O chefe da Organização Mundial da Saúde, Tedros Ghebreyesus, alertou que "Uma proporção significativa da população de Gaza está enfrentando fome catastrófica e condições semelhantes à fome". A agência palestina para refugiados, UNRWA, diz que mais de 50 000 crianças agora precisam de tratamento médico imediato por desnutrição aguda. A equipa médica luta para cuidar de pacientes doentes e desnutridos no meio da destruição da infraestrutura de saúde e do abastecimento de água por Israel.
Operacionalmente, nada mudou no sul de Gaza. Israel tem impedido regularmente que a ajuda chegue aos palestinos em Gaza nos últimos oito meses. As forças israelitas mataram mais trabalhadores humanitários do que em qualquer guerra desde que a ONU foi fundada. Também mataram palestinos enquanto tentavam levar comida de volta para suas famílias, inclusive recentemente, quando dispararam contra um grupo de pescadores em Gaza, matando dois deles. Um dos meus colegas explicou-me que o sogro tinha um negócio de pesca, os barcos foram bombardeados e alvejados por mísseis. O padrasto teve um enfarto na época. De repente, havia um tanque e houve disparos. Em seguida, dois dos pescadores que estavam na praia caíram na areia. Com um colega da OMS, paramédico, ligamos para as autoridades a pedir permissão para ir à praia ver a condição dos pescadores. Foi-nos negado. Pessoas, desesperadas para encontrar amigos e família, trouxeram-nos de volta. Um pescador tinha sido baleado nas costas e outro no pescoço.

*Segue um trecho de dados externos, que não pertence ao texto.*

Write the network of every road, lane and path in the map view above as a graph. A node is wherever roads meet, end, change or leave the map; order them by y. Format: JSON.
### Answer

O esgotamento físico e psicológico que enfrentam é quase impossível de compreender, a ofensiva israelita é uma "guerra contra as crianças". Estávamos numa missão para levar suprimentos médicos e nutricionais para 10 000 crianças no norte. Passamos por todo o muito complicado processo. Demorou 13 horas, oito horas bloqueios em postos de controle. No final, o acesso foi negado. Não conseguimos fornecer suprimentos para essas 10 mil crianças.

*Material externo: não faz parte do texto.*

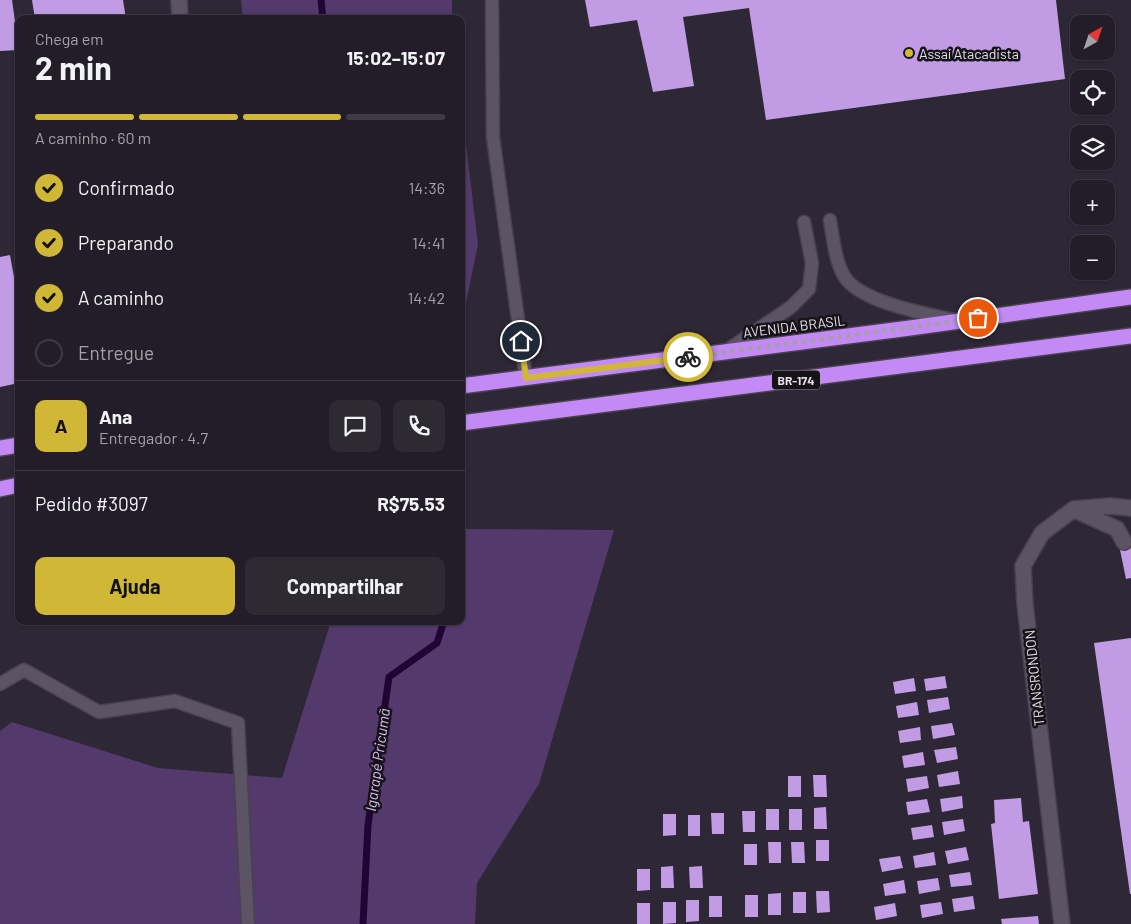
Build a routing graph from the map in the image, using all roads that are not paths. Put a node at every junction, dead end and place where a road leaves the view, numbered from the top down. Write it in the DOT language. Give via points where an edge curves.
graph roads {
  1 [pos="179,0"];
  2 [pos="492,0"];
  3 [pos="180,15"];
  4 [pos="830,220"];
  5 [pos="804,222"];
  6 [pos="1131,297"];
  7 [pos="959,321"];
  8 [pos="1131,336"];
  9 [pos="725,352"];
  10 [pos="526,378"];
  11 [pos="465,386"];
  12 [pos="465,422"];
  13 [pos="15,445"];
  14 [pos="0,448"];
  15 [pos="15,486"];
  16 [pos="0,489"];
  17 [pos="1131,508"];
  18 [pos="1074,509"];
  19 [pos="1124,542"];
  20 [pos="0,684"];
  21 [pos="248,924"];
  22 [pos="1062,924"];
  1 -- 3 [label="street"];
  2 -- 10 [label="lane" via="493,137"];
  4 -- 7 [label="lane" via="834,247 845,277 865,294 910,311"];
  5 -- 9 [label="lane" via="812,263 809,289 792,307"];
  6 -- 7 [label="highway, AVENIDA BRASIL"];
  7 -- 9 [label="highway, AVENIDA BRASIL"];
  8 -- 12 [label="highway, BR-174"];
  9 -- 10 [label="highway, AVENIDA BRASIL"];
  10 -- 11 [label="highway, AVENIDA BRASIL"];
  13 -- 14 [label="highway"];
  15 -- 16 [label="highway"];
  17 -- 18 [label="street"];
  18 -- 19 [label="street" via="1117,528"];
  18 -- 22 [label="street, TRANSRONDON" via="1042,533 1024,566 1026,614"];
  20 -- 21 [label="lane" via="24,670 99,712 175,701 238,722"];
}
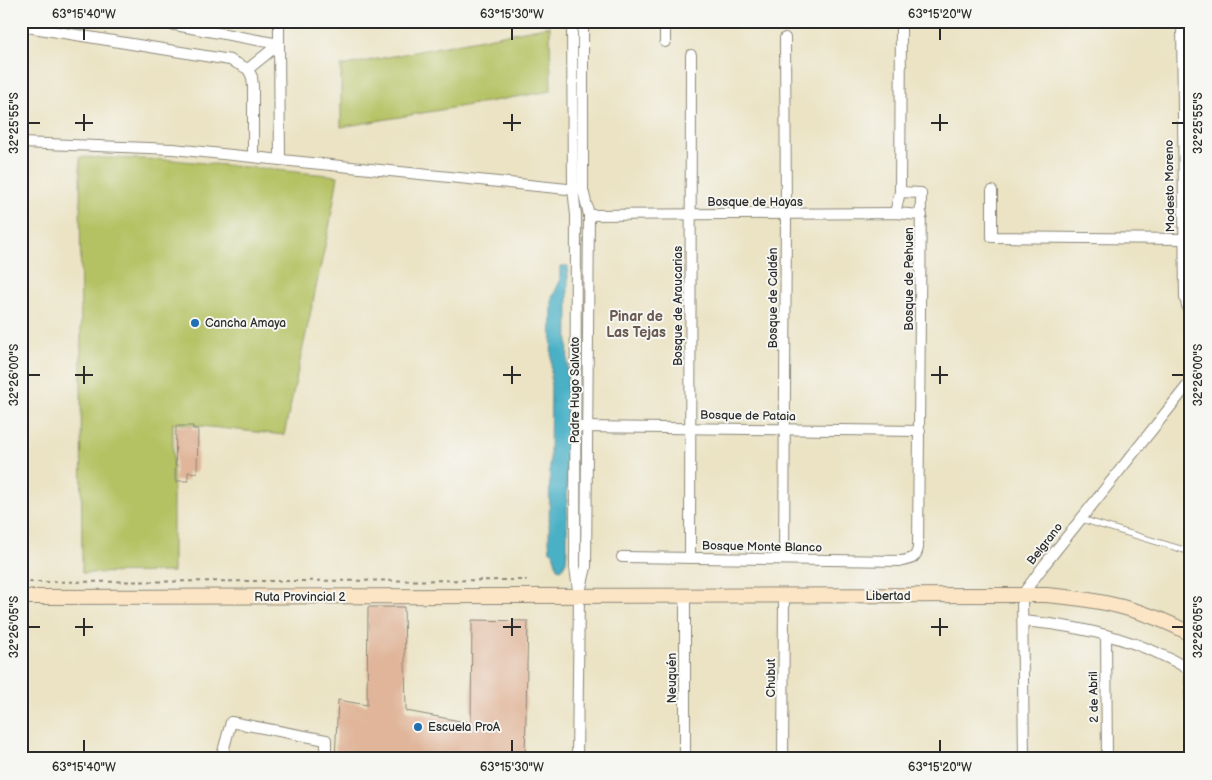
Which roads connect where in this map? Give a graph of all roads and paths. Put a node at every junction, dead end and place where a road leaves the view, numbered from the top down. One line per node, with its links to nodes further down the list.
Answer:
1 (153, 21): 11 (street)
2 (279, 21): 11 (street)
3 (572, 21): 19 (street, Padre Hugo Salvato)
4 (583, 21): 19 (street, Padre Hugo Salvato)
5 (666, 21): 10 (street)
6 (1182, 21): 13 (street, Modesto Moreno)
7 (902, 24): 21 (street)
8 (21, 26): 15 (street)
9 (785, 38): 23 (street, Bosque de Caldén)
10 (665, 42)
11 (279, 44): 15 (street); 18 (street)
12 (691, 55): 25 (street, Bosque de Araucarias)
13 (1182, 55): 14 (street); 27 (street, Modesto Moreno)
14 (1191, 63)
15 (248, 69): 17 (street)
16 (21, 144): 17 (street)
17 (253, 157): 18 (street)
18 (280, 160): 19 (street)
19 (578, 190): 24 (street, Padre Hugo Salvato); 30 (street, Padre Hugo Salvato)
20 (992, 191): 27 (street)
21 (900, 192): 22 (street); 26 (street, Bosque de Pehuen)
22 (895, 213): 23 (street, Bosque de Hayas); 26 (street, Bosque de Hayas)
23 (786, 214): 25 (street, Bosque de Hayas); 33 (street, Bosque de Caldén)
24 (589, 215): 25 (street, Bosque de Hayas); 31 (street, Padre Hugo Salvato)
25 (691, 215): 32 (street, Bosque de Araucarias)
26 (922, 215): 34 (street, Bosque de Pehuen)
27 (1183, 239): 28 (street, Modesto Moreno)
28 (1191, 319)
29 (1191, 381): 35 (street, Belgrano)
30 (575, 427): 31 (street, Bosque de Pataia); 44 (street, Padre Hugo Salvato)
31 (587, 427): 32 (street, Bosque de Pataia); 44 (street, Padre Hugo Salvato)
32 (690, 428): 33 (street, Bosque de Pataia); 38 (street, Bosque de Araucarias)
33 (785, 429): 34 (street, Bosque de Pataia); 39 (street, Bosque de Caldén)
34 (920, 431): 40 (street, Bosque de Pehuen)
35 (1080, 519): 36 (lane); 43 (street, Belgrano)
36 (1184, 550)
37 (622, 557): 38 (street, Bosque Monte Blanco)
38 (690, 558): 39 (street, Bosque Monte Blanco)
39 (784, 559): 40 (street, Bosque Monte Blanco)
40 (902, 561)
41 (527, 580): 42 (path)
42 (21, 582)
43 (1022, 595): 46 (main road, Libertad); 48 (street); 49 (main road, Libertad)
44 (579, 596): 45 (main road, Libertad); 47 (main road, Ruta Provincial 2); 55 (street, Padre Hugo Salvato)
45 (685, 597): 46 (main road, Libertad); 56 (street, Neuquén)
46 (784, 597): 57 (street, Chubut)
47 (21, 598)
48 (1022, 621): 50 (street); 58 (street)
49 (1191, 634)
50 (1106, 635): 51 (street); 59 (street, 2 de Abril)
51 (1190, 670): 52 (street)
52 (1191, 753)
53 (221, 759): 54 (street)
54 (326, 759)
55 (577, 759)
56 (685, 759)
57 (783, 759)
58 (1024, 759)
59 (1107, 759)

O assassínio de crianças e a destruição de Gaza não pode trazer paz ao Médio Oriente. Estamos num período aterrorizante em que parece que esta situação está a ser considerada normal. Normal quando os bombardeios são incessantes. Obviamente, as crianças também são bombardeadas e isso leva ao tormento psicológico. Há 250 dias, que as crianças passam por isso. O desgaste físico e psicológico que enfrentam é quase impossível de entender, porque, além disso, enfrentam uma crise nutricional. Há também escassez de água, apenas alguns litros por pessoa. Um termómetro numa barraca outro dia marcava 55 graus Celsius. Agora há riscos de desidratação.
Eu tinha números quando estive aqui em novembro, mil crianças amputadas. Não sei o número agora. Mas para os cuidados possam ser prestados, mais passagens teriam que ser abertas, muitas mais passagens. Há meses e meses e meses que falamos sobre isso, Senhor Secretário-Geral das Nações Unidas. Há evidências de que os caminhões humanitários que chegaram em maio foram metade dos de abril. Estamos a ser catapultados para uma crise nutricional.

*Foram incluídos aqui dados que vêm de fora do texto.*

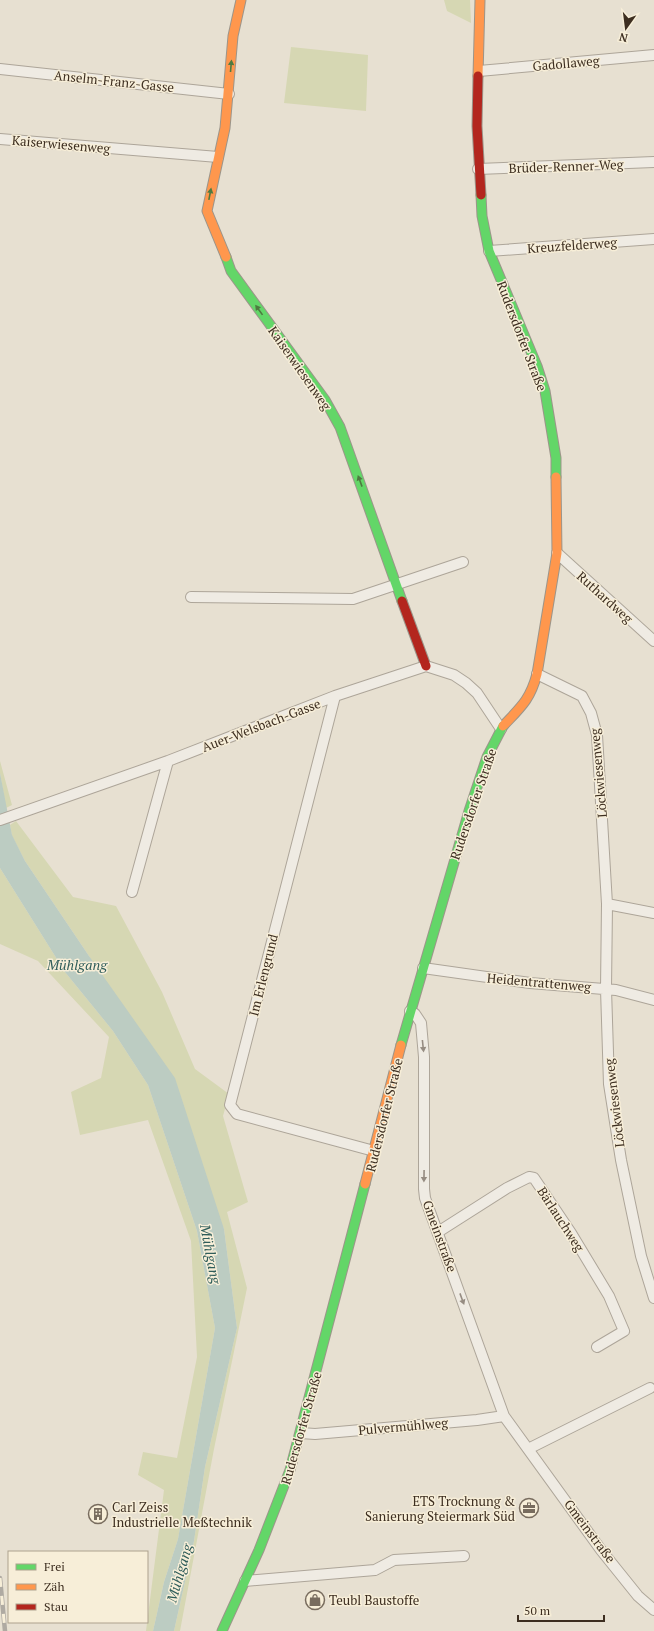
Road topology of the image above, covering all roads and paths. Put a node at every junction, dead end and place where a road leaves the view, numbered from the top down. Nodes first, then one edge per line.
1 (241, 0) edge
2 (473, 0) edge
3 (480, 0) edge
4 (480, 17) junction
5 (654, 55) edge
6 (0, 69) edge
7 (479, 71) junction
8 (229, 94) junction
9 (0, 139) edge
10 (218, 157) junction
11 (654, 162) edge
12 (478, 169) junction
13 (654, 239) edge
14 (489, 251) junction
15 (557, 553) junction
16 (463, 562) dead end
17 (396, 585) junction
18 (191, 597) dead end
19 (654, 641) edge
20 (426, 666) junction
21 (537, 674) junction
22 (335, 696) junction
23 (501, 729) junction
24 (168, 761) junction
25 (4, 818) edge
26 (132, 892) dead end
27 (607, 904) junction
28 (654, 913) edge
29 (423, 968) junction
30 (606, 989) junction
31 (654, 1000) edge
32 (410, 1011) junction
33 (374, 1151) junction
34 (438, 1232) junction
35 (654, 1298) edge
36 (596, 1347) dead end
37 (650, 1388) dead end
38 (504, 1416) junction
39 (301, 1433) junction
40 (528, 1449) junction
41 (464, 1556) dead end
42 (245, 1581) junction
43 (654, 1610) edge
44 (222, 1631) edge

8 -> 1 street, Kaiserwiesenweg
2 - 4 street
3 - 4 street, Rudersdorfer Straße
4 - 7 street, Rudersdorfer Straße
5 - 7 street, Gadollaweg
6 - 8 street, Anselm-Franz-Gasse
7 - 12 street, Rudersdorfer Straße
8 - 10 street, Kaiserwiesenweg
9 - 10 street, Kaiserwiesenweg
17 -> 10 street, Kaiserwiesenweg
11 - 12 street, Brüder-Renner-Weg
12 - 14 street, Rudersdorfer Straße
13 - 14 street, Kreuzfelderweg
14 - 15 street, Rudersdorfer Straße
15 - 19 street, Ruthardweg
15 - 21 street, Rudersdorfer Straße
16 - 17 street
17 - 18 street
17 - 20 street, Kaiserwiesenweg
20 - 22 street, Auer-Welsbach-Gasse
20 - 23 street
21 - 23 street, Rudersdorfer Straße
21 - 27 street, Löckwiesenweg
22 - 24 street, Auer-Welsbach-Gasse
22 - 33 street, Im Erlengrund
23 - 29 street, Rudersdorfer Straße
24 - 25 street, Auer-Welsbach-Gasse
24 - 26 street
27 - 28 street
27 - 30 street, Löckwiesenweg
29 - 30 street, Heidentrattenweg
29 - 32 street, Rudersdorfer Straße
30 - 31 street, Heidentrattenweg
30 - 35 street, Löckwiesenweg
32 - 33 street, Rudersdorfer Straße
32 -> 34 street, Gmeinstraße
33 - 39 street, Rudersdorfer Straße
34 - 36 street, Bärlauchweg
34 -> 38 street, Gmeinstraße
37 - 40 street
38 - 39 street, Pulvermühlweg
38 - 40 street, Gmeinstraße
39 - 42 street, Rudersdorfer Straße
40 - 43 street, Gmeinstraße
41 - 42 street
42 - 44 street, Rudersdorfer Straße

Estive no Hospital Al-Aqsa, na zona central. Há crianças no chão que precisam de atenção, apesar dos esforços corajosos e altruístas dos médicos que trabalham 24 horas por dia. Um menino, Ali, dormia na casa da família quando um míssil atingiu. A mãe de Ali também foi afetada por esse ataque à casa da família, encontrei-a no hospital. Ela sabia que Ali estava lá, mas explicou que seus outros dois filhos tinham sido mortos no atentado. Este tipo de experiência acontece todos os dias.
O estado nutricional de uma criança mais se deteriora quanto mais tempo permanecer desacompanhada. Uma criança gravemente desnutrida tem 10 vezes mais chances de morrer de uma doença comum. Mas agora há doenças comuns por causa da falta de saneamento e água. Mas também há grandes riscos para o crescimento físico, crescimento psicológico e desenvolvimento mental.
Viver ou morrer é uma questão de sorte. É uma coincidência aqui, dada a natureza indiscriminada dos atentados.